The true-story basketball movie starring Ben Affleck features positive portrayals of Catholicism and especially Catholic schools.

Ben Affleck and Melvin Gregg star in a scene from the movie "The Way Back." (CNS photo/Richard Foreman, Warner Bros. Entertainment)

One of the last movies to be released in theaters before the lockdowns started in March, The Way Back has proven to be a solid success on streaming platforms for home viewing. Better yet, it’s a movie full of positive portrayals of Catholicism and especially Catholic schools.

The Way Back is a true-story basketball movie starring Ben Affleck. He plays Jack Cunningham, a former basketball star who walked away from the game due to personal demons but gets a shot at redemption when he takes the coaching job at his alma mater’s team more than twenty years later. It’s the kind of movie that would normally be infused with pumped-up inspirational moments, but instead takes a welcome and surprisingly more low-key approach to its moving tale.

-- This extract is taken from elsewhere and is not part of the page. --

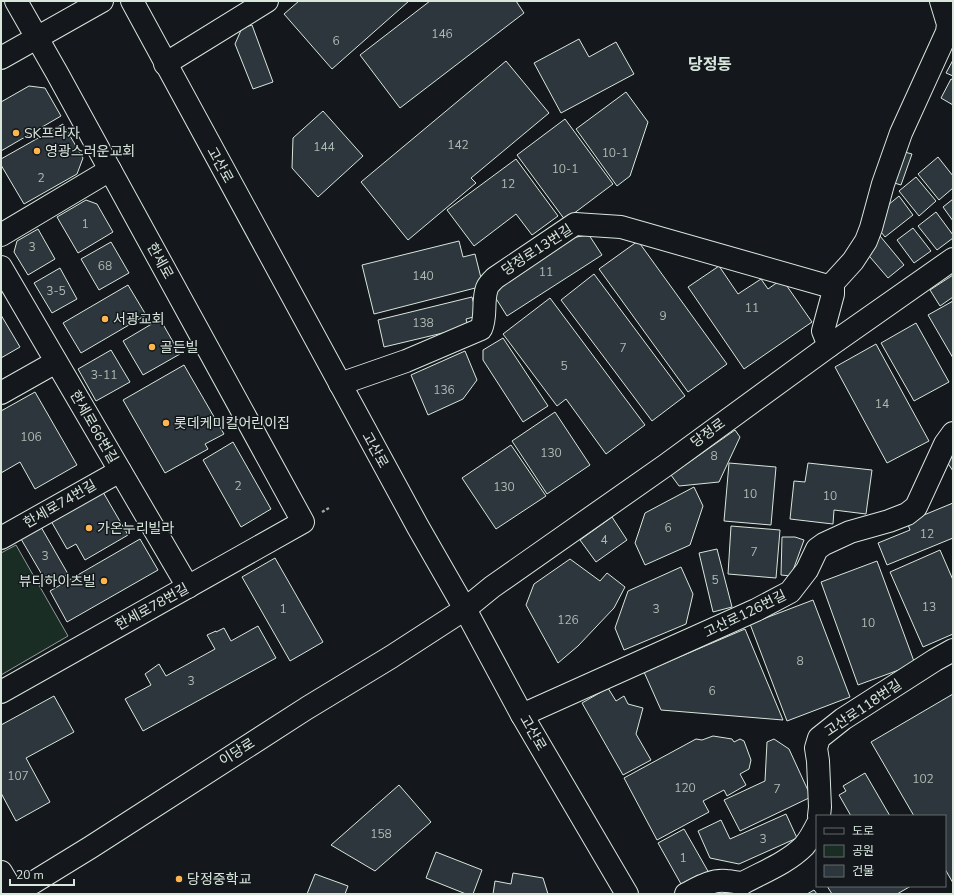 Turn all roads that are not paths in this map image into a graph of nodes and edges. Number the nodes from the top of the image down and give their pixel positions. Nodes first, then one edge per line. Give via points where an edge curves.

The film opens on Jack’s dreary everyday life, working construction and secretly swigging beers and vodka all day before occupying a barstool each night. He’s the kind of guy who drinks a beer in the shower and can drain at least a 12-pack from his fridge in a given night, and we soon learn that he’s been separated for a year from his wife, sparking growing concern in his sister.

Things change when he gets an unexpected phone call from his alma mater, Bishop Hayes High School, with a request to take over coaching duties for their hopeless basketball team. Jack is reluctant to take the gig because it will force him to confront his past, but he shows up anyway. As he slowly overcomes his bad attitude, he is able to gradually convince his team – whose members are shorter than their opponents, and who only have one player with star potential – to win by chipping away at their opponents with relentless application of fundamentals.

Yet it is hardly a smooth ride for Jack, as he clashes frequently with the priests overseeing him and his assistant coach (Al Madrigal) over his often-profane mouth and struggles with drinking. As he faces his real problems, The Way Back moves beyond sports movie clichés to provide a truly moving portrait of a broken man struggling to put his life back together.

Affleck is outstanding in the role, digging deep emotionally to show Jack’s wounded interior while taking on a paunchiness that effectively shows his lack of care for himself. The rest of the cast is also solid, but none of the other characters aside from Jack’s wife (Jenina Gavankar) really get a chance to register strongly. Only the team’s star player Brandon (Brandon Wilson) has his personal life delved into, as he tries to convince his bitter father (Glynn Turman) to support his efforts to shine on the court.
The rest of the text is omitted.